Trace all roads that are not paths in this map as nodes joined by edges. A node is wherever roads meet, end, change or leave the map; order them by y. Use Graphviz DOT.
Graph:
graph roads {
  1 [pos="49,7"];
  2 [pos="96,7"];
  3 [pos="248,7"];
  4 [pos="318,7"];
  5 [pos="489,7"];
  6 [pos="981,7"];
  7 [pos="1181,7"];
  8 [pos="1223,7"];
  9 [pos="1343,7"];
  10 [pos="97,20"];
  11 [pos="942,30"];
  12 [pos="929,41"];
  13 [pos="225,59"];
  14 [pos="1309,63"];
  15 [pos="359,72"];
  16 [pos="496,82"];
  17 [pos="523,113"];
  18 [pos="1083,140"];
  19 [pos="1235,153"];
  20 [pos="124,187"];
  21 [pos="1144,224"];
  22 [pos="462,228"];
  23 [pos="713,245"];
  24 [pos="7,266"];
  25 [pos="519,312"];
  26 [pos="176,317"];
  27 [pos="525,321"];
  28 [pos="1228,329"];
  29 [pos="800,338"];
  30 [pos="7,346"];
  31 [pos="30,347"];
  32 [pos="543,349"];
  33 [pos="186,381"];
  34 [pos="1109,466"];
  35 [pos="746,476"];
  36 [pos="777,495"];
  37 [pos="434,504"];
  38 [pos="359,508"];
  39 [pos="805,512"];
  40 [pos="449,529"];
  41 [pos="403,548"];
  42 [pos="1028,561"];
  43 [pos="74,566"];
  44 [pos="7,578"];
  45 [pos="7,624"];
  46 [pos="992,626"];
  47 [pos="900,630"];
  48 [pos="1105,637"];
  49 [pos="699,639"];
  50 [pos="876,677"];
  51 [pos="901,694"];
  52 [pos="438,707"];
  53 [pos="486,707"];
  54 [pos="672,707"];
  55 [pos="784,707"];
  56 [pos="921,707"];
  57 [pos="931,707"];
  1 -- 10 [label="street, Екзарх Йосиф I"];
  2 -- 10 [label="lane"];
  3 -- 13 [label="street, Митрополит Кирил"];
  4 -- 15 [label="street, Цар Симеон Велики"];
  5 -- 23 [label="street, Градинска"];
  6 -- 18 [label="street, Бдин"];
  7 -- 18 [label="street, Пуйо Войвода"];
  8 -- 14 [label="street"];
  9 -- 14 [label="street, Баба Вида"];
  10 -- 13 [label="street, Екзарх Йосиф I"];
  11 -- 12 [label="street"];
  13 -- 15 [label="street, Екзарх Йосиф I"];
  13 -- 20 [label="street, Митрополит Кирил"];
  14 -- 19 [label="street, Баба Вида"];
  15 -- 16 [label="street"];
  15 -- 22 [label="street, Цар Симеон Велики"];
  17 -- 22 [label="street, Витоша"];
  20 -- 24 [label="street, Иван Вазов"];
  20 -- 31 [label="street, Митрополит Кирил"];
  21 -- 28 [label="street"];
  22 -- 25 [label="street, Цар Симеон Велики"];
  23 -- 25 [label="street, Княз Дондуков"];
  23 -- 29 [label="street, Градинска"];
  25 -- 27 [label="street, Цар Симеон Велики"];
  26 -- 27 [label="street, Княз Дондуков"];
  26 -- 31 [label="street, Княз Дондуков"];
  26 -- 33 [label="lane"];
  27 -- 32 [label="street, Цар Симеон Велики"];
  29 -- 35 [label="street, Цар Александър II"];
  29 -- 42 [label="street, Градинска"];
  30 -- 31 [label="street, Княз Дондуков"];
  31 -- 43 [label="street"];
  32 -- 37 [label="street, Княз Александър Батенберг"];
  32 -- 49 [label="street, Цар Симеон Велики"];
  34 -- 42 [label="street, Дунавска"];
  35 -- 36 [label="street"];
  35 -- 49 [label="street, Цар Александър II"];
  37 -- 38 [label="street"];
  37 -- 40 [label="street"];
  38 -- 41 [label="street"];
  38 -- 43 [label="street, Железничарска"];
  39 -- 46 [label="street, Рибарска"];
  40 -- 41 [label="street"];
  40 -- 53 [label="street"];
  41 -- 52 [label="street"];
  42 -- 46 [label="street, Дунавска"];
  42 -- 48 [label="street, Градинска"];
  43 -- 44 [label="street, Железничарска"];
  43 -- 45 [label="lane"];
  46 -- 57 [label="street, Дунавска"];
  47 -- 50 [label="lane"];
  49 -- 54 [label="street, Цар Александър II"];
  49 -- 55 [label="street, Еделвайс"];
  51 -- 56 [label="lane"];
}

:: Your goal ::
Each and every record above needs writing out exactly.

:: Solution to this exercise ::
Trace all roads that are not paths in this map as nodes joined by edges. A node is wherever roads meet, end, change or leave the map; order them by y. Use Graphviz DOT.
Graph:
graph roads {
  1 [pos="49,7"];
  2 [pos="96,7"];
  3 [pos="248,7"];
  4 [pos="318,7"];
  5 [pos="489,7"];
  6 [pos="981,7"];
  7 [pos="1181,7"];
  8 [pos="1223,7"];
  9 [pos="1343,7"];
  10 [pos="97,20"];
  11 [pos="942,30"];
  12 [pos="929,41"];
  13 [pos="225,59"];
  14 [pos="1309,63"];
  15 [pos="359,72"];
  16 [pos="496,82"];
  17 [pos="523,113"];
  18 [pos="1083,140"];
  19 [pos="1235,153"];
  20 [pos="124,187"];
  21 [pos="1144,224"];
  22 [pos="462,228"];
  23 [pos="713,245"];
  24 [pos="7,266"];
  25 [pos="519,312"];
  26 [pos="176,317"];
  27 [pos="525,321"];
  28 [pos="1228,329"];
  29 [pos="800,338"];
  30 [pos="7,346"];
  31 [pos="30,347"];
  32 [pos="543,349"];
  33 [pos="186,381"];
  34 [pos="1109,466"];
  35 [pos="746,476"];
  36 [pos="777,495"];
  37 [pos="434,504"];
  38 [pos="359,508"];
  39 [pos="805,512"];
  40 [pos="449,529"];
  41 [pos="403,548"];
  42 [pos="1028,561"];
  43 [pos="74,566"];
  44 [pos="7,578"];
  45 [pos="7,624"];
  46 [pos="992,626"];
  47 [pos="900,630"];
  48 [pos="1105,637"];
  49 [pos="699,639"];
  50 [pos="876,677"];
  51 [pos="901,694"];
  52 [pos="438,707"];
  53 [pos="486,707"];
  54 [pos="672,707"];
  55 [pos="784,707"];
  56 [pos="921,707"];
  57 [pos="931,707"];
  1 -- 10 [label="street, Екзарх Йосиф I"];
  2 -- 10 [label="lane"];
  3 -- 13 [label="street, Митрополит Кирил"];
  4 -- 15 [label="street, Цар Симеон Велики"];
  5 -- 23 [label="street, Градинска"];
  6 -- 18 [label="street, Бдин"];
  7 -- 18 [label="street, Пуйо Войвода"];
  8 -- 14 [label="street"];
  9 -- 14 [label="street, Баба Вида"];
  10 -- 13 [label="street, Екзарх Йосиф I"];
  11 -- 12 [label="street"];
  13 -- 15 [label="street, Екзарх Йосиф I"];
  13 -- 20 [label="street, Митрополит Кирил"];
  14 -- 19 [label="street, Баба Вида"];
  15 -- 16 [label="street"];
  15 -- 22 [label="street, Цар Симеон Велики"];
  17 -- 22 [label="street, Витоша"];
  20 -- 24 [label="street, Иван Вазов"];
  20 -- 31 [label="street, Митрополит Кирил"];
  21 -- 28 [label="street"];
  22 -- 25 [label="street, Цар Симеон Велики"];
  23 -- 25 [label="street, Княз Дондуков"];
  23 -- 29 [label="street, Градинска"];
  25 -- 27 [label="street, Цар Симеон Велики"];
  26 -- 27 [label="street, Княз Дондуков"];
  26 -- 31 [label="street, Княз Дондуков"];
  26 -- 33 [label="lane"];
  27 -- 32 [label="street, Цар Симеон Велики"];
  29 -- 35 [label="street, Цар Александър II"];
  29 -- 42 [label="street, Градинска"];
  30 -- 31 [label="street, Княз Дондуков"];
  31 -- 43 [label="street"];
  32 -- 37 [label="street, Княз Александър Батенберг"];
  32 -- 49 [label="street, Цар Симеон Велики"];
  34 -- 42 [label="street, Дунавска"];
  35 -- 36 [label="street"];
  35 -- 49 [label="street, Цар Александър II"];
  37 -- 38 [label="street"];
  37 -- 40 [label="street"];
  38 -- 41 [label="street"];
  38 -- 43 [label="street, Железничарска"];
  39 -- 46 [label="street, Рибарска"];
  40 -- 41 [label="street"];
  40 -- 53 [label="street"];
  41 -- 52 [label="street"];
  42 -- 46 [label="street, Дунавска"];
  42 -- 48 [label="street, Градинска"];
  43 -- 44 [label="street, Железничарска"];
  43 -- 45 [label="lane"];
  46 -- 57 [label="street, Дунавска"];
  47 -- 50 [label="lane"];
  49 -- 54 [label="street, Цар Александър II"];
  49 -- 55 [label="street, Еделвайс"];
  51 -- 56 [label="lane"];
}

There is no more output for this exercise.